EDIT: This was not constructive to the discussion. I apologize for adding it.
What if there’s a different approach. Instead of trying to put a hard price on each individual card, (currently over 4.5 million baseball alone), maybe there’s a middle ground. People want to know how much their cards are worth but that changes frequently, and at times unpredictably. Who would have guessed 12 months ago cards would be going for the prices they are now. There’s discussion over which selling site has the most accurate information, (ebay, Sportslots, Beckett, …). Do any of them?
We can’t appease the people looking for an exact day to day update on how much a card is worth to the penny. But, a card’s price/worth is part of its data. If the Database is going to be comprehensive then the price/worth can’t be ignored.
What if instead of an actual dollar amount price on each card they were assigned a value. So where someone pulls up an individual card they can see how that card compares to other cards in the set. Using the 1990 Fleer Baseball set as an example, (since it was mentioned earlier), current prices for cards range from $0.01 to $4.25. Out of 666 cards, 91% are 50 cents or under. Only 16 cards are over $1.00. The price for a complete set averages out to $15 but adding up the individual cards comes to $148.42.

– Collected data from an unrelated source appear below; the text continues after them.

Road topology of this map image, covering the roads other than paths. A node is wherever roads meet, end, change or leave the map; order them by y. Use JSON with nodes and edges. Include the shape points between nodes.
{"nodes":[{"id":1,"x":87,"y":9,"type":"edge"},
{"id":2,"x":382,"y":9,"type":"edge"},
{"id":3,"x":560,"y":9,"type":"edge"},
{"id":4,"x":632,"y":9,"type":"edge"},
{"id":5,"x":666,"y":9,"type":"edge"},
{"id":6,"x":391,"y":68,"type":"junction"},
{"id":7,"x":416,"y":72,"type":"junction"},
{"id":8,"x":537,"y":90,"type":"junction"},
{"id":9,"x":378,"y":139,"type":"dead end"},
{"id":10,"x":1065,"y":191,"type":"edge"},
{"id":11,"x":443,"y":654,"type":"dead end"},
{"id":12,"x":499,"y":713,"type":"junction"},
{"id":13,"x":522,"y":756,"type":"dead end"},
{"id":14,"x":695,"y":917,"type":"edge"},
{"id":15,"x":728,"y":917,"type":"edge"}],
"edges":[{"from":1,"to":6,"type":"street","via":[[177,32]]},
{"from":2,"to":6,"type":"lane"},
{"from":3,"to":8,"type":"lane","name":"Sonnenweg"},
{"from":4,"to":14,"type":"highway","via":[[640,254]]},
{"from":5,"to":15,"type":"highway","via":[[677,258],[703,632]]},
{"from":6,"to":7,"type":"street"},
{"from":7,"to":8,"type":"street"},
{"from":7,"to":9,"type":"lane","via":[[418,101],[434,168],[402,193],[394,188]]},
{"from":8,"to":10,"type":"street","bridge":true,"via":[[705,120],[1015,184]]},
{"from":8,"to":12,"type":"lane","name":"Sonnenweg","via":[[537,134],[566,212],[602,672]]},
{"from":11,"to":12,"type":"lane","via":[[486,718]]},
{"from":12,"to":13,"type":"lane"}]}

Some people will care adamantly about those penny differences. So many sets have large percentages of their base cards that have little monetary worth. Is it a useful investment to put a lot of the site’s resources into worrying about those pennies? Consider the idea of putting cards in more generalized categories instead of specific prices.
Maybe a top 10 or top 20 cards in the set. There may still be some fluctuation in sets, particularly in newer sets. But are sets from the 20+ years ago going to change much? For the 1990 Fleer Baseball set would that top 10 ever really change? The price of those top cards may increase some over time as they age and due to normal economic inflation, but the same cards will always be more valuable than the rest of the set. That’s data. That accomplishes part of the goal. We have the data to fulfill the site’s mission and the value that people often ask about while the site doesn’t have to act like a price guide. It also requires far less resources than trying to put a price on each card.
This brings its own problems. How are those cards chosen? Who decides what the most valuable ones are? Whoever does decide, can they be objective? How often does it get reviewed? No solution is perfect.
[deleted] (Adding this was a mistake. It didn't translate like it did in my head.)